2.3. Study Variables
Height and weight were obtained while participants wore disposable non-woven clothing without shoes or socks. Body mass index (BMI) was calculated from height and weight. Household income, current smoking status, educational status, frequency of resistance exercise, and frequency of alcohol consumption were assessed by self-reported questionnaires and categorized into study variables. Household income was categorized into two levels by age group-specific medians. Regular alcohol consumption was defined as drinking alcohol once or more a month. Educational status was divided into <high school and ≥high school. The frequency of resistance exercise was categorized into three levels. None, intermittent, and regular resistance exercises were defined as exercising 0 times a week, 1–3 times a week, and ≥4 times a week, respectively. The 24-h dietary recalls were conducted through in-person interviews by trained dietary staff in mobile examination centers to explore food kinds and amounts that the subjects consumed for the past 24 h (midnight to midnight).
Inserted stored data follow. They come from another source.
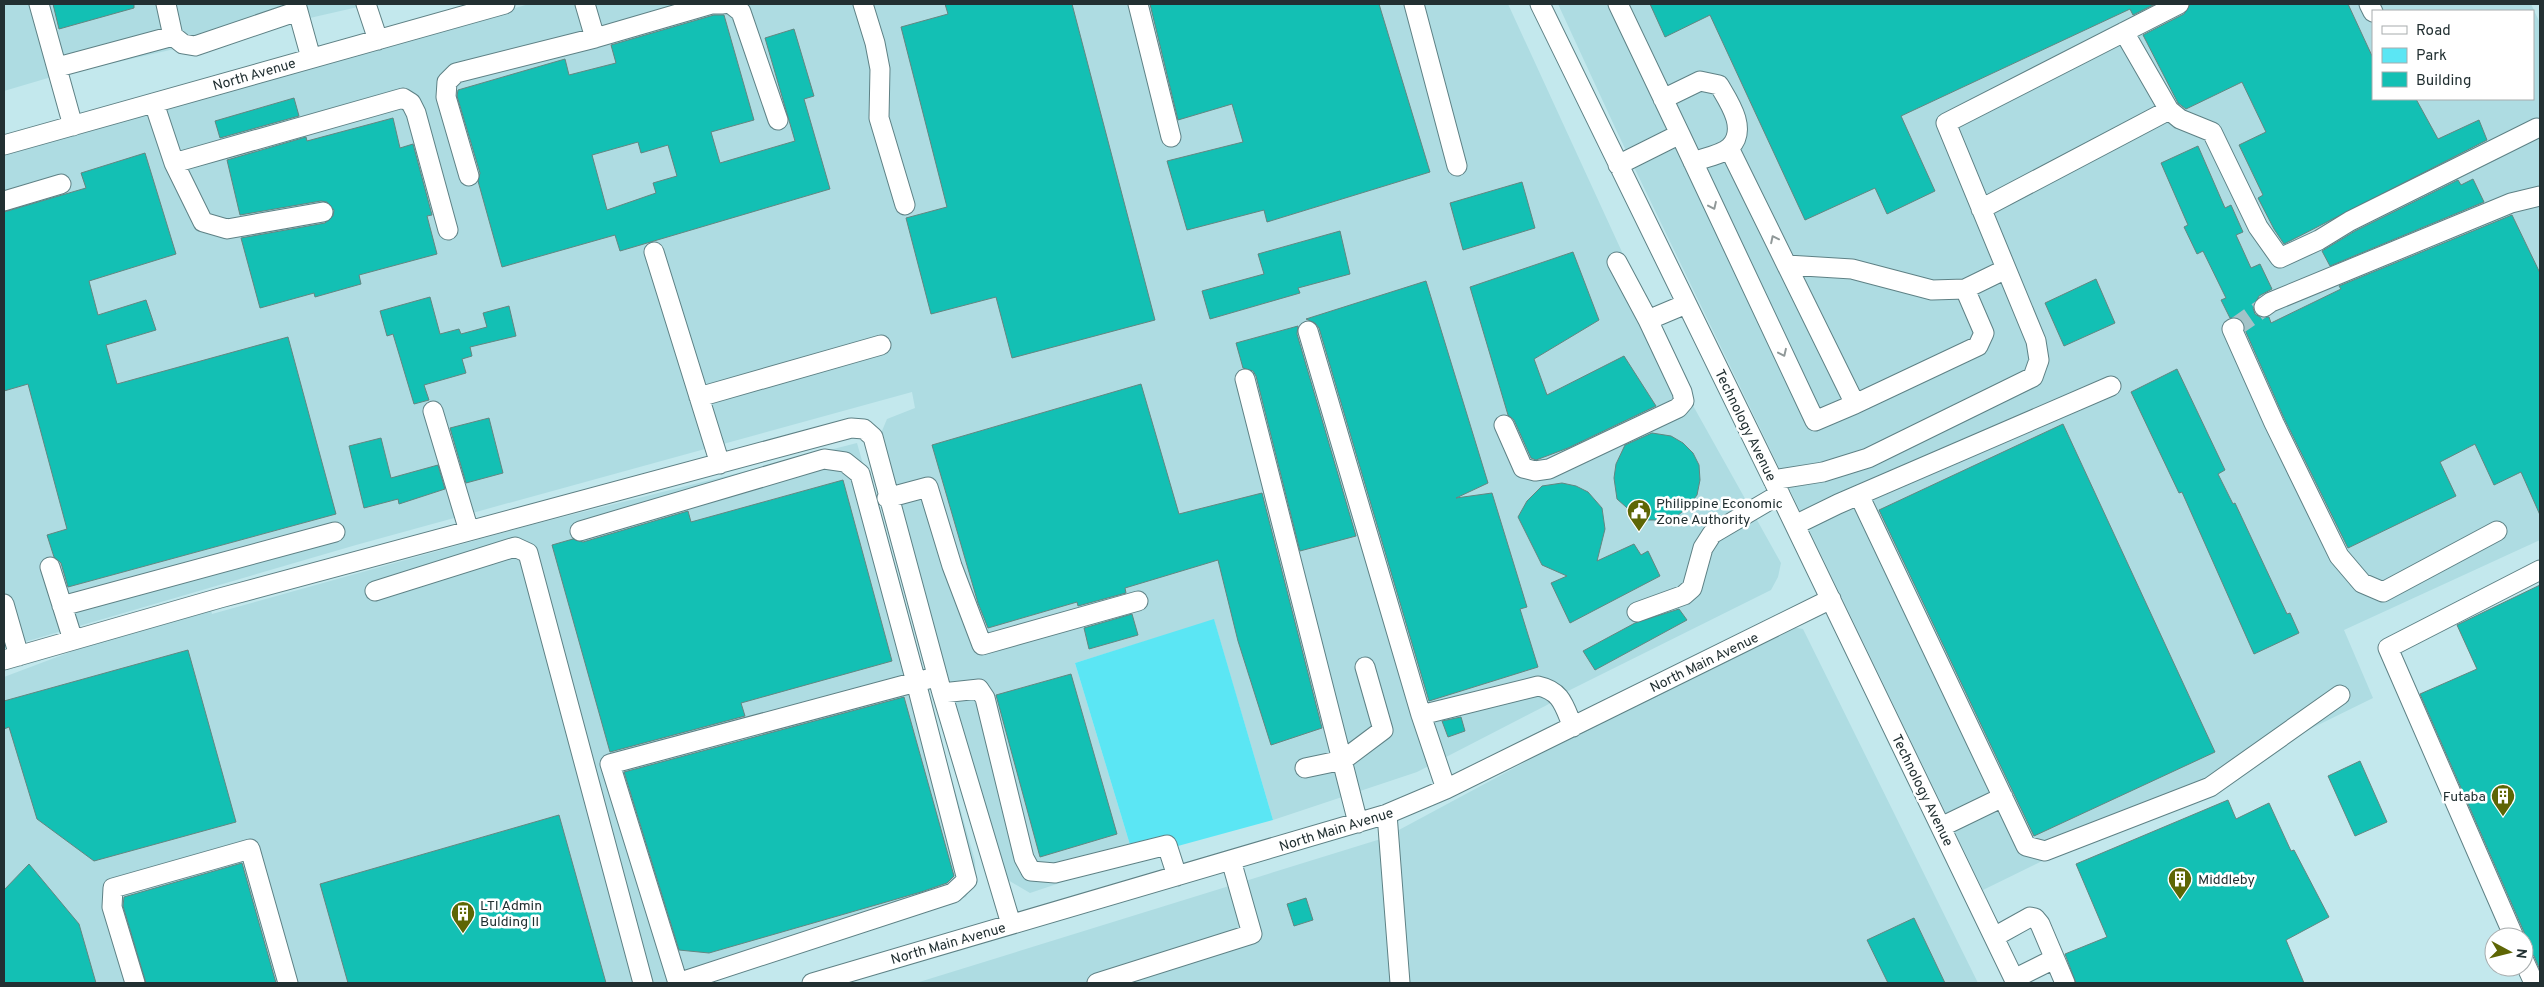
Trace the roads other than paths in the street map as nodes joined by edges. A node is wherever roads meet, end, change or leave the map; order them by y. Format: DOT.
graph roads {
  1 [pos="39,4"];
  2 [pos="166,4"];
  3 [pos="366,4"];
  4 [pos="505,4"];
  5 [pos="585,4"];
  6 [pos="723,4"];
  7 [pos="731,4"];
  8 [pos="863,4"];
  9 [pos="1138,4"];
  10 [pos="1414,4"];
  11 [pos="1540,4"];
  12 [pos="1618,4"];
  13 [pos="2179,4"];
  14 [pos="297,7"];
  15 [pos="2124,32"];
  16 [pos="173,36"];
  17 [pos="595,38"];
  18 [pos="378,40"];
  19 [pos="311,58"];
  20 [pos="58,67"];
  21 [pos="1663,99"];
  22 [pos="154,102"];
  23 [pos="2169,110"];
  24 [pos="778,120"];
  25 [pos="73,126"];
  26 [pos="2537,128"];
  27 [pos="1680,134"];
  28 [pos="1171,137"];
  29 [pos="4,145"];
  30 [pos="1729,148"];
  31 [pos="1693,162"];
  32 [pos="174,163"];
  33 [pos="1618,164"];
  34 [pos="1456,166"];
  35 [pos="469,176"];
  36 [pos="61,184"];
  37 [pos="2540,196"];
  38 [pos="4,201"];
  39 [pos="905,205"];
  40 [pos="1981,209"];
  41 [pos="323,212"];
  42 [pos="448,230"];
  43 [pos="654,252"];
  44 [pos="1617,262"];
  45 [pos="1787,264"];
  46 [pos="2006,269"];
  47 [pos="1965,289"];
  48 [pos="1686,304"];
  49 [pos="2264,307"];
  50 [pos="1648,320"];
  51 [pos="2234,328"];
  52 [pos="1308,331"];
  53 [pos="881,345"];
  54 [pos="1245,379"];
  55 [pos="2111,386"];
  56 [pos="699,397"];
  57 [pos="1855,404"];
  58 [pos="433,411"];
  59 [pos="1504,425"];
  60 [pos="720,464"];
  61 [pos="1777,487"];
  62 [pos="1859,495"];
  63 [pos="888,498"];
  64 [pos="1796,525"];
  65 [pos="469,531"];
  66 [pos="580,531"];
  67 [pos="2496,531"];
  68 [pos="335,532"];
  69 [pos="50,567"];
  70 [pos="2540,570"];
  71 [pos="375,591"];
  72 [pos="1831,599"];
  73 [pos="1138,600"];
  74 [pos="4,604"];
  75 [pos="62,606"];
  76 [pos="1637,612"];
  77 [pos="7,627"];
  78 [pos="73,640"];
  79 [pos="11,658"];
  80 [pos="1365,667"];
  81 [pos="916,682"];
  82 [pos="940,685"];
  83 [pos="2340,695"];
  84 [pos="1420,715"];
  85 [pos="1573,727"];
  86 [pos="1343,760"];
  87 [pos="1305,768"];
  88 [pos="1446,789"];
  89 [pos="2003,797"];
  90 [pos="1387,814"];
  91 [pos="1358,823"];
  92 [pos="1941,827"];
  93 [pos="1231,860"];
  94 [pos="1177,876"];
  95 [pos="1012,924"];
  96 [pos="2510,927"];
  97 [pos="1994,937"];
  98 [pos="2054,959"];
  99 [pos="691,981"];
  100 [pos="2015,981"];
  101 [pos="135,983"];
  102 [pos="288,983"];
  103 [pos="643,983"];
  104 [pos="812,983"];
  105 [pos="1097,983"];
  106 [pos="1400,983"];
  107 [pos="2065,983"];
  1 -- 20 [label="street"];
  2 -- 16 [label="street"];
  3 -- 18 [label="street"];
  4 -- 18 [label="street, North Avenue"];
  5 -- 17 [label="street"];
  6 -- 17 [label="street"];
  7 -- 24 [label="street"];
  8 -- 39 [label="street"];
  9 -- 28 [label="street"];
  10 -- 34 [label="street"];
  11 -- 33 [label="street, Technology Avenue"];
  12 -- 21 [label="street"];
  13 -- 15 [label="street"];
  14 -- 16 [label="street"];
  14 -- 19 [label="street"];
  15 -- 23 [label="street"];
  15 -- 40 [label="street"];
  16 -- 20 [label="street"];
  17 -- 35 [label="street"];
  18 -- 19 [label="street, North Avenue"];
  19 -- 22 [label="street, North Avenue"];
  20 -- 25 [label="street"];
  21 -- 27 [label="street"];
  21 -- 30 [label="street"];
  22 -- 25 [label="street, North Avenue"];
  22 -- 32 [label="street"];
  23 -- 26 [label="street"];
  23 -- 40 [label="street"];
  25 -- 29 [label="street, North Avenue"];
  27 -- 31 [label="street"];
  27 -- 33 [label="street"];
  30 -- 31 [label="street"];
  45 -- 30 [label="street, one-way"];
  31 -- 57 [label="street, one-way"];
  32 -- 41 [label="street"];
  32 -- 42 [label="street"];
  33 -- 48 [label="street, Technology Avenue"];
  36 -- 38 [label="street"];
  37 -- 49 [label="street"];
  40 -- 46 [label="street"];
  43 -- 56 [label="street"];
  44 -- 50 [label="street"];
  45 -- 47 [label="street"];
  45 -- 57 [label="street"];
  46 -- 47 [label="street"];
  46 -- 61 [label="street"];
  47 -- 57 [label="street"];
  48 -- 50 [label="street"];
  48 -- 61 [label="street, Technology Avenue"];
  50 -- 59 [label="street"];
  51 -- 67 [label="street"];
  52 -- 84 [label="street"];
  53 -- 56 [label="street"];
  54 -- 86 [label="street"];
  55 -- 62 [label="street"];
  56 -- 60 [label="street"];
  58 -- 65 [label="street"];
  60 -- 63 [label="street"];
  60 -- 65 [label="street"];
  61 -- 64 [label="street, Technology Avenue"];
  61 -- 76 [label="street"];
  62 -- 64 [label="street"];
  62 -- 89 [label="street"];
  63 -- 73 [label="street"];
  63 -- 82 [label="street"];
  64 -- 72 [label="street, Technology Avenue"];
  65 -- 78 [label="street"];
  66 -- 81 [label="street"];
  68 -- 75 [label="street"];
  69 -- 75 [label="street"];
  70 -- 96 [label="street"];
  71 -- 103 [label="street"];
  72 -- 85 [label="street, North Main Avenue"];
  72 -- 92 [label="street, Technology Avenue"];
  74 -- 77 [label="street"];
  75 -- 78 [label="street"];
  77 -- 79 [label="street"];
  78 -- 79 [label="street"];
  80 -- 86 [label="street"];
  81 -- 82 [label="street"];
  81 -- 99 [label="street"];
  81 -- 99 [label="street"];
  82 -- 94 [label="street"];
  82 -- 95 [label="street"];
  83 -- 89 [label="street"];
  84 -- 85 [label="street"];
  84 -- 88 [label="street"];
  85 -- 88 [label="street, North Main Avenue"];
  86 -- 87 [label="street"];
  86 -- 91 [label="street"];
  88 -- 90 [label="street, North Main Avenue"];
  89 -- 92 [label="street"];
  90 -- 91 [label="street, North Main Avenue"];
  90 -- 106 [label="street"];
  91 -- 93 [label="street, North Main Avenue"];
  92 -- 97 [label="street, Technology Avenue"];
  93 -- 94 [label="street, North Main Avenue"];
  93 -- 105 [label="street"];
  94 -- 95 [label="street, North Main Avenue"];
  95 -- 104 [label="street, North Main Avenue"];
  97 -- 98 [label="street"];
  97 -- 100 [label="street, Technology Avenue"];
  98 -- 100 [label="street"];
  98 -- 107 [label="street"];
  101 -- 102 [label="street"];
}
Daily intakes of calories and nutrients were calculated from the food intake information acquired from the interviews using the Can-Pro 2.0 nutrient intake assessment software developed by the Korean Nutrition Society [22]. Dietary supplement usage was defined as “Yes” if the participant consistently used dietary supplements of any kind for 2 weeks in the past year. Diabetes was defined as having a fasting serum glucose level >126 mg/dL, doctor diagnosis, or on diabetes medication [23]. Hypertension was defined as having systolic blood pressure >140 mmHg, diastolic blood pressure >90 mmHg, or on hypertension medication [24]. Anemia was defined as having a hemoglobin level <12 g/dL for women, and <13 g/dL for men [25].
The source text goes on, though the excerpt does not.